Greenberg recalled a similar, hang-on-every-word buzz over another megastar, O. J. Simpson, during the long trial in 1995 in which he was charged with killing his wife and her friend. The frenzy would be compounded when a Los Angeles jury acquitted the actor and former pro-football hero. Some people inundated talk shows with complaints that “everything is O.J. this, O.J. that.” What about serious matters such as the war in Bosnia?
“I guarantee you,” Greenberg asserted, that “if there were only two media outlets back then, one covering nothing but O.J. and the other nothing but Bosnia, 99 per cent of the audience would have tuned to the O.J. station. The bottom line is that journalism is a business” that gives people what they want rather than what they need to know.
And so it is to this day — only more so, given the welter of “old” and “new” media outlets alike that are spewing chit-chat, hearsay, and tittle-tattle.
So tell me: Do I need to dig up salacious details about the love child of one of Hollywood’s biggest stars for you to read my next post?

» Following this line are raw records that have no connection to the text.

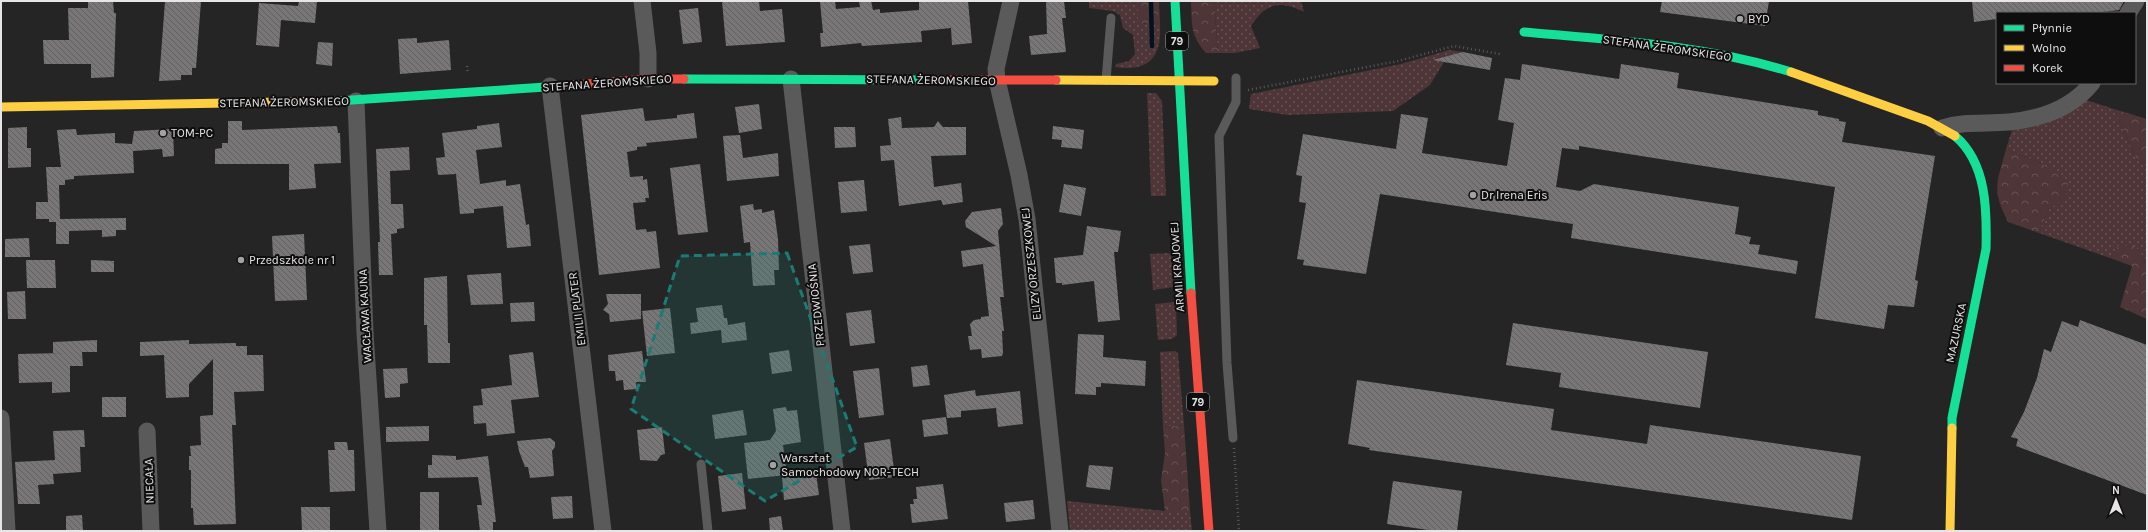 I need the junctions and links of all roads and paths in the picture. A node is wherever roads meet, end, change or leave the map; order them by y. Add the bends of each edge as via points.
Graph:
1 (642, 1) edge
2 (1011, 1) edge
3 (1175, 1) edge
4 (2136, 1) edge
5 (2129, 12) edge
6 (1111, 18) dead end
7 (1524, 32) dead end
8 (1500, 54) dead end
9 (467, 66) dead end
10 (468, 73) dead end
11 (1236, 78) dead end
12 (648, 79) junction
13 (791, 79) junction
14 (997, 80) junction
15 (1178, 81) junction
16 (1214, 81) dead end
17 (1106, 82) junction
18 (2091, 84) edge
19 (550, 86) junction
20 (1236, 92) junction
21 (356, 101) junction
22 (1, 107) edge
23 (1942, 128) junction
24 (1964, 144) joint
25 (1, 418) edge
26 (147, 431) dead end
27 (1233, 438) joint
28 (701, 464) dead end
29 (7, 531) edge
30 (151, 531) edge
31 (378, 531) edge
32 (603, 531) edge
33 (708, 531) edge
34 (842, 531) edge
35 (1060, 531) edge
36 (1209, 531) edge
37 (1239, 531) edge
38 (1950, 531) edge

1 - 12 street
2 - 14 street, ELIZY ORZESZKOWEJ via 996,69
3 - 15 street, ARMII KRAJOWEJ / 79
4 - 5 street
6 - 17 lane
7 - 23 street, STEFANA ŻEROMSKIEGO via 1713,52 1809,77
8 - 20 path via 1454,46 1398,62
9 - 10 path
11 - 20 lane
12 - 13 street, STEFANA ŻEROMSKIEGO
12 - 19 street, STEFANA ŻEROMSKIEGO
13 - 14 street, STEFANA ŻEROMSKIEGO
13 - 34 street, PRZEDWIOŚNIA
14 - 17 street, STEFANA ŻEROMSKIEGO
14 - 35 street, ELIZY ORZESZKOWEJ via 1027,219
15 - 16 street, STEFANA ŻEROMSKIEGO
15 - 17 street, STEFANA ŻEROMSKIEGO
15 - 36 street, ARMII KRAJOWEJ / 79 via 1189,273
18 - 23 street via 2064,107 2040,116 2009,122 1956,124
19 - 21 street, STEFANA ŻEROMSKIEGO
19 - 32 street, EMILII PLATER
20 - 27 lane via 1234,107 1222,127 1220,136 1226,363
21 - 22 street, STEFANA ŻEROMSKIEGO
21 - 31 street, WACŁAWA KAUNA via 365,333
23 - 24 street, STEFANA ŻEROMSKIEGO
24 - 38 street, MAZURSKA via 1977,170 1987,210 1986,249 1952,418
25 - 29 street
26 - 30 street, NIECAŁA
27 - 37 path
28 - 33 lane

[Editor’s Note: Don’t answer that!
(These are a few of the words from this posting that you may not know. Each time, I’ll tell you a little about them and also place them into a cumulative archive of “Ted’s Wild Words” in the right-hand column of the home page. Just click on it there, and if there’s another word in today’s blog that you’d like me to explain, just ask!)
Fourth Estate. The press. Britons of the 17th century referred to three “estates of the realm”: Lords Spirtual, Lords Temporal, and the Commons. Pointing to the press gallery in the House of Commons, the effusive Whig orator Edmund Burke is said to have remarked, “Yonder sits the Fourth Estate, more important than them all.”
Kleptomania. From the Greek, meaning an impulse to steal. The word is often applied to shoplifters who seem driven to lift items, even without an economic motive.
Oxymoron. Contradictory terms side by side. “Deafening silence,” for instance, makes no sense. How can silence be deafening?
Shtick. A comic performance or routine; sometimes called a “bit.”
Straight-arrow. Straightforward and honest; morally upright — traits of a “straight shooter.”
Tightfisted. Frugal or cheap — holding fast to a dollar.